[Your assignment] Where does the word "Shivashambho" occur in the entries below? Copy every line that has it.
*** Source material Section Begins ***
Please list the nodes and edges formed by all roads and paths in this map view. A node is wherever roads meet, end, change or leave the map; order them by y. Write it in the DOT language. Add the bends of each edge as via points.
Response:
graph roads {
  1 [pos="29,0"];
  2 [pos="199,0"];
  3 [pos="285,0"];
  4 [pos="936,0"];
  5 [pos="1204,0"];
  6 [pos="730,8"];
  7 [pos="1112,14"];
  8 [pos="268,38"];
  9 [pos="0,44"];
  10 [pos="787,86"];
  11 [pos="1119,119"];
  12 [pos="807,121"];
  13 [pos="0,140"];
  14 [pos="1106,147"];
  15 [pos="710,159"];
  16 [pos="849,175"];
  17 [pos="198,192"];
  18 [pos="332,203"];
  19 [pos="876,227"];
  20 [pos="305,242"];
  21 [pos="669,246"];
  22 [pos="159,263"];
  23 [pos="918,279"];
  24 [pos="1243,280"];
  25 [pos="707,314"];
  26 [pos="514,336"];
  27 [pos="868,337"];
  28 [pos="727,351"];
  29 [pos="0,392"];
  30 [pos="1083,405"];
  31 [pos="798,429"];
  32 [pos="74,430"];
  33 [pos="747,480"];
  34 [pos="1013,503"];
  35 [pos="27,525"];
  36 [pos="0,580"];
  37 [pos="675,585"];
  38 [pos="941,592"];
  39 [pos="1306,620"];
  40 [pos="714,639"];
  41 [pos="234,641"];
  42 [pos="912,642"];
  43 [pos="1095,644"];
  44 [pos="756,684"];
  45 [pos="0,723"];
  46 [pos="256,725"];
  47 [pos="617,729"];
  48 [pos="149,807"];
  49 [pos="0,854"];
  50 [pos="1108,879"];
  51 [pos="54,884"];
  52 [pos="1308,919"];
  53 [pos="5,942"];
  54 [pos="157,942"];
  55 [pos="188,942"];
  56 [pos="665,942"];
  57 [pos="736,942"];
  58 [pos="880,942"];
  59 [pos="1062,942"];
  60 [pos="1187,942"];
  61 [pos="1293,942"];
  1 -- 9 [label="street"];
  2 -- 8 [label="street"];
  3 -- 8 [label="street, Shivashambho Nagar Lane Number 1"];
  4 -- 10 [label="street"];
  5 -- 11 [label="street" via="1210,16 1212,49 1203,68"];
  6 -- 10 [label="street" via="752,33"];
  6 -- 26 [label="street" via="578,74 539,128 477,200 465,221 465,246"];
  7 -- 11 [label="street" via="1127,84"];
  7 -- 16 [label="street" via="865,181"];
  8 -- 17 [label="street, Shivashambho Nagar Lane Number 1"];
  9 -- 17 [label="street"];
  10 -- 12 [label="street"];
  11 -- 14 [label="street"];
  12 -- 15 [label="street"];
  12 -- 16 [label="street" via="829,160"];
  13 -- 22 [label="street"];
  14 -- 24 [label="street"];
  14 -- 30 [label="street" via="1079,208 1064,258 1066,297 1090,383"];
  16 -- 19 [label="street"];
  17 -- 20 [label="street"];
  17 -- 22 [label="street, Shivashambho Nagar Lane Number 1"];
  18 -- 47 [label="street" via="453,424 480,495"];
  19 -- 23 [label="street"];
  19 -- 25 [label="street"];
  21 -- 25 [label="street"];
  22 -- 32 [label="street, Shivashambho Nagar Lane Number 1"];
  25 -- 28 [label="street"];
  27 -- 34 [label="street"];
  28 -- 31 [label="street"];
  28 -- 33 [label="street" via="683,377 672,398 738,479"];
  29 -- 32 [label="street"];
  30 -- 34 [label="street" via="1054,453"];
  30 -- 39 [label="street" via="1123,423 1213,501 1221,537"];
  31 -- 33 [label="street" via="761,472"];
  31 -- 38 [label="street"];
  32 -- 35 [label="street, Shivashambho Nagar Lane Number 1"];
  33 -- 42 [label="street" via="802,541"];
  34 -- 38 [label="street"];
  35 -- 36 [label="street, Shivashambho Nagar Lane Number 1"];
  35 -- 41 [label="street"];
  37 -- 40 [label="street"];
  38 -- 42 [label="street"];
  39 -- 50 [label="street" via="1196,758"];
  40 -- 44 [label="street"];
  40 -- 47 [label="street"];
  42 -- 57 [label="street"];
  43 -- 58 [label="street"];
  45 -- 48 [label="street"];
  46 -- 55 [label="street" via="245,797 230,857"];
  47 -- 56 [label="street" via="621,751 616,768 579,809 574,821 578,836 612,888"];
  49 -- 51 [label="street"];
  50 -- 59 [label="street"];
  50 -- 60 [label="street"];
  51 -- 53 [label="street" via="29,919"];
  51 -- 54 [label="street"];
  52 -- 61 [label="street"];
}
*** Source material Section Ends ***
[Completed exercise]
  3 -- 8 [label="street, Shivashambho Nagar Lane Number 1"];
  8 -- 17 [label="street, Shivashambho Nagar Lane Number 1"];
  17 -- 22 [label="street, Shivashambho Nagar Lane Number 1"];
  22 -- 32 [label="street, Shivashambho Nagar Lane Number 1"];
  32 -- 35 [label="street, Shivashambho Nagar Lane Number 1"];
  35 -- 36 [label="street, Shivashambho Nagar Lane Number 1"];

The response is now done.